화학공학소재연구정보센터
Journal of the American Ceramic Society, Vol.86, No.11, 1933-1939, 2003
Surface energy anisotropy of SrTiO3 at 1400 degrees C in air
Geometric and crystallographic measurements of grain-boundary thermal grooves and surface faceting behavior as a function of orientation have been used to determine the surface energy anisotropy of SrTiO3 at 1400degreesC in air. Under these conditions, thermal grooves are formed by surface diffusion. The surface energy anisotropy was determined using the capillarity vector reconstruction method under the assumption that Herring's local equilibrium condition holds at the groove root. The results indicate that the (100) surface has the minimum energy.
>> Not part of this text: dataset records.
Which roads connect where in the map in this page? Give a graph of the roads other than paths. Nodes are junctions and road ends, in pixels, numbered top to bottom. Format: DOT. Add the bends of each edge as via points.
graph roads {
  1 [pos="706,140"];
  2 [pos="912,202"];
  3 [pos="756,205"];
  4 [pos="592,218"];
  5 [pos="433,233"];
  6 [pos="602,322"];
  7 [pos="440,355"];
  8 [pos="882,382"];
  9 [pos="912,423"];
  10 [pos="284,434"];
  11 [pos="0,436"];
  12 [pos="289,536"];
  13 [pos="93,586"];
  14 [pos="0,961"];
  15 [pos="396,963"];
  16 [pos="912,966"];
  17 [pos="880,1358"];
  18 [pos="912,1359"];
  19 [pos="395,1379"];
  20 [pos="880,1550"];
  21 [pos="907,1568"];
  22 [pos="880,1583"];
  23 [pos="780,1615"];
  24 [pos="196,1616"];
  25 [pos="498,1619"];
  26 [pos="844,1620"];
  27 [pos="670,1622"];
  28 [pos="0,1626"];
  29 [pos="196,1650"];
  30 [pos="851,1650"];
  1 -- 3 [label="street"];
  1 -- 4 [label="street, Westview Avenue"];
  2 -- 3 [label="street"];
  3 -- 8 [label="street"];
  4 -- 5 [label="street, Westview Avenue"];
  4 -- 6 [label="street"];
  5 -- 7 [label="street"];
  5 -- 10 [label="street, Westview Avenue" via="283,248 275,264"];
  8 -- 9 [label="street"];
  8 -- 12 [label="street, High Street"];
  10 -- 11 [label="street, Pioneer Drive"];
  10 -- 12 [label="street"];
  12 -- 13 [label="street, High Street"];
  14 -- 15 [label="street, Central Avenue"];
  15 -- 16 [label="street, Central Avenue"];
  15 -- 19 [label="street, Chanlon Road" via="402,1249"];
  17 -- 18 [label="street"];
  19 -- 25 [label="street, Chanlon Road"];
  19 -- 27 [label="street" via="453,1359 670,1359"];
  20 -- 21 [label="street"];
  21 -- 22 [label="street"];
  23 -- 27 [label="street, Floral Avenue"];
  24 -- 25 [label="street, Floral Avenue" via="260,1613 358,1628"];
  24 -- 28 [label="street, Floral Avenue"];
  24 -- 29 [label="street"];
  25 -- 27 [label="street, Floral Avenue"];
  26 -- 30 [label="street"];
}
For surfaces inclined between 0degrees and 30degrees from (100), the energy increases with the inclination angle. Orientations inclined by more than 30degrees from (100) are all about 10% higher in energy and, within experimental uncertainty, energetically equivalent. A procedure for estimating the uncertainties in the reconstructed energies is also introduced. Taken together, the orientation dependence of the surface-facet formation and the measured energy anisotropy lead to the conclusion that the equilibrium crystal shape is dominated by {100}, but also includes {110} and {111} facets. Complex planes within about 15degrees of {100} and 5degrees of {110} are also part of the equilibrium shape.